START Exercise inputs

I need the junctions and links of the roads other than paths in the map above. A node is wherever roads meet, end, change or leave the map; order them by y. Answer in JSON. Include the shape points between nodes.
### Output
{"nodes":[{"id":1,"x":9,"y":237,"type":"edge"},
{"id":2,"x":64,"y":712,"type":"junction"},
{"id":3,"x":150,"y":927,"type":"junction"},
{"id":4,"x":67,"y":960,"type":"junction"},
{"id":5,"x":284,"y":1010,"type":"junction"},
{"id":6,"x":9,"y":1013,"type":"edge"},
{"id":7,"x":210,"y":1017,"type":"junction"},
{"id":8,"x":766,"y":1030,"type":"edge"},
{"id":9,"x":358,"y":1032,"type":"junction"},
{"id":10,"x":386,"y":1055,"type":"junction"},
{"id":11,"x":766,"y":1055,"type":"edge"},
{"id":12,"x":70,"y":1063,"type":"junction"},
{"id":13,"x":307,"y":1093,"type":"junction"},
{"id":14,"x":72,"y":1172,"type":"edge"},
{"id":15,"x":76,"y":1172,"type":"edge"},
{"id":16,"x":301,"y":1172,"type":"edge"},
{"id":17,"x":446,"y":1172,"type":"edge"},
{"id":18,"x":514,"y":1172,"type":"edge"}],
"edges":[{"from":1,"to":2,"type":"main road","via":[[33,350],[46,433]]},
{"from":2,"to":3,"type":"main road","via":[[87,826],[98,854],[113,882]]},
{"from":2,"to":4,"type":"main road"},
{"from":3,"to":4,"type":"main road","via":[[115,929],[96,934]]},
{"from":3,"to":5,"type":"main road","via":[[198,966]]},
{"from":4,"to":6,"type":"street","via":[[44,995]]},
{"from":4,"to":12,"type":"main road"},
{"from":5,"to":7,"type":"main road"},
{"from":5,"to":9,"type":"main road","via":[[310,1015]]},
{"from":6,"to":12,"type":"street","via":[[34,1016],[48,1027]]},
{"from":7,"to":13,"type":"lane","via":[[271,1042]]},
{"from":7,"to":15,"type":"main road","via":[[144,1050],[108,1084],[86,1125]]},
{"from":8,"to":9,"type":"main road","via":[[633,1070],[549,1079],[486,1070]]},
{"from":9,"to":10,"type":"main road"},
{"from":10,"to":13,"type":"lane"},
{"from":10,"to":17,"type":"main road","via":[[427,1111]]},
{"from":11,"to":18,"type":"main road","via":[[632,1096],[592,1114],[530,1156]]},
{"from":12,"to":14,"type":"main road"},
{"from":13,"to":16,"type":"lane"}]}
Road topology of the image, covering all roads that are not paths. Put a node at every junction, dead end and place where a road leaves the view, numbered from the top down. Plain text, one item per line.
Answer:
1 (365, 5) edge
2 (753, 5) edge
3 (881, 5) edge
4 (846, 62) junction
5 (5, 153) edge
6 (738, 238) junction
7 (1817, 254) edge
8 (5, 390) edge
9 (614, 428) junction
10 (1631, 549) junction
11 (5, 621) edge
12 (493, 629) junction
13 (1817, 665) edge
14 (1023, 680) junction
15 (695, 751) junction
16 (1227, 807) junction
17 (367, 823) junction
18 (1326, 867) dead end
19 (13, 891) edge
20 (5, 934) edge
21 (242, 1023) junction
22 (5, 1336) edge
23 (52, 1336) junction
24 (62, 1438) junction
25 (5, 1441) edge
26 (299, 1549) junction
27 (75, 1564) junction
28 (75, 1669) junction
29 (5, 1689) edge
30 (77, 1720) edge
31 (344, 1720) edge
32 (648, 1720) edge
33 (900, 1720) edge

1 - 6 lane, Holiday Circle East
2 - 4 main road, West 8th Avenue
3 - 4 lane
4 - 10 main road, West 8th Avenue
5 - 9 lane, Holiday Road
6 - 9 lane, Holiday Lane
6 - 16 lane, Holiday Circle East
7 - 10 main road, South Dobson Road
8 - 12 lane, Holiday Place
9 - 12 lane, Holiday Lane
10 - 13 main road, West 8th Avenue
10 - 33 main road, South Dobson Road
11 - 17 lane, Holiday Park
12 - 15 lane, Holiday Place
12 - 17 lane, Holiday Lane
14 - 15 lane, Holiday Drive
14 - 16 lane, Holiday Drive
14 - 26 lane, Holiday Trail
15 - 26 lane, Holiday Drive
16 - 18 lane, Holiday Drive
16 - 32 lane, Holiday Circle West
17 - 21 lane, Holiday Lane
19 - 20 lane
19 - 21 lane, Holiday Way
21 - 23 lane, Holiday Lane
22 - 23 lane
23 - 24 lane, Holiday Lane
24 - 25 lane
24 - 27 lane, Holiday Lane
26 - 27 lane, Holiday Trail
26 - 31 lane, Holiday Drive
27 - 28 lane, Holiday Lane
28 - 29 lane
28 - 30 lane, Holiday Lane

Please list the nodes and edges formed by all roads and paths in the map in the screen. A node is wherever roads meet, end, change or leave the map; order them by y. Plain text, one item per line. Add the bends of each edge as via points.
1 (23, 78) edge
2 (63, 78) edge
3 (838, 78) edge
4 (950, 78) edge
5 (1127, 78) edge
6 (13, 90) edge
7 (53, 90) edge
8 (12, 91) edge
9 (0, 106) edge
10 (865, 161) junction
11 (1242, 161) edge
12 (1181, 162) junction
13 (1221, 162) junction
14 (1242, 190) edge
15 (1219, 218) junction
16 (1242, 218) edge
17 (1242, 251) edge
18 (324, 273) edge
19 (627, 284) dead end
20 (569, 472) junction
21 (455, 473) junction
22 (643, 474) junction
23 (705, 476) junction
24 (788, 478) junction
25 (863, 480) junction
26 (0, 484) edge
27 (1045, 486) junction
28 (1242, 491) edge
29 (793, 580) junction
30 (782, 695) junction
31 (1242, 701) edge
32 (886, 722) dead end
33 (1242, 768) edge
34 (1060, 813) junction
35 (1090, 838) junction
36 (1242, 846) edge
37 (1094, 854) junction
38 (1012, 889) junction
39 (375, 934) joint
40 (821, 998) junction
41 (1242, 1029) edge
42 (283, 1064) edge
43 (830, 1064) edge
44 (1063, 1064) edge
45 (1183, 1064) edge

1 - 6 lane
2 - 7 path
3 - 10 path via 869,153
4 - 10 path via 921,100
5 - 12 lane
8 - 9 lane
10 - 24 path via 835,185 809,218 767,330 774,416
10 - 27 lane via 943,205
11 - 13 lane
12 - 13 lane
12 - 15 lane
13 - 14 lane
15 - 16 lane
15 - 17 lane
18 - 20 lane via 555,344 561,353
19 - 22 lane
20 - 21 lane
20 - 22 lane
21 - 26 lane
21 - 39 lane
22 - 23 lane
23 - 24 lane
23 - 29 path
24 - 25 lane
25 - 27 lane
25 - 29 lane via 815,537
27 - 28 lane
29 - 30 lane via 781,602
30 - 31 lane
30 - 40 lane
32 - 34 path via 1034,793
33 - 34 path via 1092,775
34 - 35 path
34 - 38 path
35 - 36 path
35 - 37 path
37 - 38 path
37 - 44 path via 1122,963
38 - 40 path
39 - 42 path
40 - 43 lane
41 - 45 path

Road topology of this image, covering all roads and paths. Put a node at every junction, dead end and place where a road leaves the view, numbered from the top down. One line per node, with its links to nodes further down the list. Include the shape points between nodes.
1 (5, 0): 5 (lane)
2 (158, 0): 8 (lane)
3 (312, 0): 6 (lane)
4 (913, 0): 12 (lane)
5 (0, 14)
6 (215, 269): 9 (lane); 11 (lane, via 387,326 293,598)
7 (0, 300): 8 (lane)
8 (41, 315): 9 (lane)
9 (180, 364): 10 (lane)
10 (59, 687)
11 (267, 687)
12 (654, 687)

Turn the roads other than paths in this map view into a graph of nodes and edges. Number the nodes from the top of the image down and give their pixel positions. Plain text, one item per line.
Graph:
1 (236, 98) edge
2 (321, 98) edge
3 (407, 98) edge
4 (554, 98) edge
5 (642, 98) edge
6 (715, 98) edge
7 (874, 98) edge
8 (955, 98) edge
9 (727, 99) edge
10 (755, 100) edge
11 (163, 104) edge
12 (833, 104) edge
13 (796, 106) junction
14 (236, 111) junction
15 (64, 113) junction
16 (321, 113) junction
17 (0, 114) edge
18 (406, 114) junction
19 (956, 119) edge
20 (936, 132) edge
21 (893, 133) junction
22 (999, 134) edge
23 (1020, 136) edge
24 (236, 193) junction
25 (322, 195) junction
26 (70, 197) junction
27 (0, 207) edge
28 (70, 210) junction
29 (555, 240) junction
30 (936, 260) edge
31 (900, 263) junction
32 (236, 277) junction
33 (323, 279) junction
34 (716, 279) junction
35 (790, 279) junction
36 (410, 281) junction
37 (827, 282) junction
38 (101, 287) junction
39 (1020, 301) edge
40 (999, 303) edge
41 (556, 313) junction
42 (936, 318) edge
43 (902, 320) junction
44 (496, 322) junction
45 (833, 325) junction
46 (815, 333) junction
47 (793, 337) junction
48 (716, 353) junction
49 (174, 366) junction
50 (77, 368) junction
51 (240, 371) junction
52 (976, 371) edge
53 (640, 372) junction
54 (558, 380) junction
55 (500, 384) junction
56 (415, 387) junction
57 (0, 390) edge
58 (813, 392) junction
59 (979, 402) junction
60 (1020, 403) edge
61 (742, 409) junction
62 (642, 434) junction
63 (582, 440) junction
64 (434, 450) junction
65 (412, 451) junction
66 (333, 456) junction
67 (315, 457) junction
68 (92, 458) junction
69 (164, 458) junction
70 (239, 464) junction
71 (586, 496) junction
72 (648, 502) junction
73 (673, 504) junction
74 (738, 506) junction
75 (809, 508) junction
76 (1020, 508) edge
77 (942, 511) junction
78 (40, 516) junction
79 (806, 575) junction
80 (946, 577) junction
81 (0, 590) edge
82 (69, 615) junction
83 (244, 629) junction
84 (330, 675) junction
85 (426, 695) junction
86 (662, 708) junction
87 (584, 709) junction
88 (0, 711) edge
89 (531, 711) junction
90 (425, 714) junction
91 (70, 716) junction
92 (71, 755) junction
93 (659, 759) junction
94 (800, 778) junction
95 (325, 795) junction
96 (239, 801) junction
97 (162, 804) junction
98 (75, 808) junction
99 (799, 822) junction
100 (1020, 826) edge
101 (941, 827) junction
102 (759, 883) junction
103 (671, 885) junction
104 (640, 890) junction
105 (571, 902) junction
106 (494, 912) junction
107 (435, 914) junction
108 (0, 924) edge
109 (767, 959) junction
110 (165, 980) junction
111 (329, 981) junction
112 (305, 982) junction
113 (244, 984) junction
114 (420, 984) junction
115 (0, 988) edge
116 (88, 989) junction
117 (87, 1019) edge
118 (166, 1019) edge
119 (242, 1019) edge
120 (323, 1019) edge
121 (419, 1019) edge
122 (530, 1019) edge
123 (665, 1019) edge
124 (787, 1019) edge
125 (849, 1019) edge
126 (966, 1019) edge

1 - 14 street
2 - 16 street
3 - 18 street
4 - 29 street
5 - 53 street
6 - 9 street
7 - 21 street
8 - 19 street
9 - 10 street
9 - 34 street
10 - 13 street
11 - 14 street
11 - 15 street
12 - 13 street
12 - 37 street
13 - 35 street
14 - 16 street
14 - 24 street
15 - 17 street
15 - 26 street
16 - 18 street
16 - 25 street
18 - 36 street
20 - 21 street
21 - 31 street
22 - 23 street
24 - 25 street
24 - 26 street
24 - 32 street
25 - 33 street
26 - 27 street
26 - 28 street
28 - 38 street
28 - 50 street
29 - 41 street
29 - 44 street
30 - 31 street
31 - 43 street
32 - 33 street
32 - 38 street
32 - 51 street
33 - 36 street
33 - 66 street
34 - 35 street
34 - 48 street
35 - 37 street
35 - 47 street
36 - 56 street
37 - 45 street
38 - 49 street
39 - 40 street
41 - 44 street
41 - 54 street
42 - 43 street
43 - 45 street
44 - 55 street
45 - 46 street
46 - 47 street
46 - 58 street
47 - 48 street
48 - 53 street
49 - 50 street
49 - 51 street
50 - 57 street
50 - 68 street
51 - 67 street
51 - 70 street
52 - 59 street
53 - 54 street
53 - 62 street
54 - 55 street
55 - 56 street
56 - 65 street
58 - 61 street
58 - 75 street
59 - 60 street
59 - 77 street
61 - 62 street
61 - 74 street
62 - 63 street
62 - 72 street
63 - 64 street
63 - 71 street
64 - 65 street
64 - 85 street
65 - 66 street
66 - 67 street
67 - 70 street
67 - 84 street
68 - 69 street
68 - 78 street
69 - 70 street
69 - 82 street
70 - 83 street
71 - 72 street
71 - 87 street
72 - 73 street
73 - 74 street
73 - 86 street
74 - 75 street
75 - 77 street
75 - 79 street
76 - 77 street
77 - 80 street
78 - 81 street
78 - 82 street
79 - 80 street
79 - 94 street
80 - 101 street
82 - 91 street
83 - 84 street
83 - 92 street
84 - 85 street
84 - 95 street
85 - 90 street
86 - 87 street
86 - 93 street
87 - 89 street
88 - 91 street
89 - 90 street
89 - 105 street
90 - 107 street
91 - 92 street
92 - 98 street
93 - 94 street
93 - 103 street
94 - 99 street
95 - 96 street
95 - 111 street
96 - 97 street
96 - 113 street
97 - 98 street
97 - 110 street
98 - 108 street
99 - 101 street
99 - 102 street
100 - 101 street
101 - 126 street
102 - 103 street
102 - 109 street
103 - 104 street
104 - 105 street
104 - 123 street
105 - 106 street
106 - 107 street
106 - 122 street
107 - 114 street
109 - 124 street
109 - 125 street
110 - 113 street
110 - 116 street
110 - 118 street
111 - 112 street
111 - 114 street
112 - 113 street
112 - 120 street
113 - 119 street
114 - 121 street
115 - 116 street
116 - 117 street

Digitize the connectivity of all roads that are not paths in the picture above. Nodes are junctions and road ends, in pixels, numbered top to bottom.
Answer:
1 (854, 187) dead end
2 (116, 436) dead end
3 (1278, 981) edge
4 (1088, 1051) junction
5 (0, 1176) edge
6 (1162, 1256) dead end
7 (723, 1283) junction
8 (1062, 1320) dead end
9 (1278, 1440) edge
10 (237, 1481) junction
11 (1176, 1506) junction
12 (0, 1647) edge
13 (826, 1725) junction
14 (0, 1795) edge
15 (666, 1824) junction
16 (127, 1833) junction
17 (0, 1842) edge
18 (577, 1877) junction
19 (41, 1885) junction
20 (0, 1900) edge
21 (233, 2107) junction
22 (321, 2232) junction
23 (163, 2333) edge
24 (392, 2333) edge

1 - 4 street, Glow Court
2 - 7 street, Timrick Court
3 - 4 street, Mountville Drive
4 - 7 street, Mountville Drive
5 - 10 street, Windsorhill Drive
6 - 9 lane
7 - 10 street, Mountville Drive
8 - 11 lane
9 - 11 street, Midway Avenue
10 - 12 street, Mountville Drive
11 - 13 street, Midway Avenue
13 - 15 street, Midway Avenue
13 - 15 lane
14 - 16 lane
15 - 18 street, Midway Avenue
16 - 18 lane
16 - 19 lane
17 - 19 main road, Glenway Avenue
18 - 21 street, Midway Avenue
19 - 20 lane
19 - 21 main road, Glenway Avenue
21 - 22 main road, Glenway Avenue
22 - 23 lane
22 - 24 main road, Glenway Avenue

END Exercise inputs

What the task asks »
For every line in the data above that holds "Trail", return the line itself.

Answer to this exercise »
14 - 26 lane, Holiday Trail
26 - 27 lane, Holiday Trail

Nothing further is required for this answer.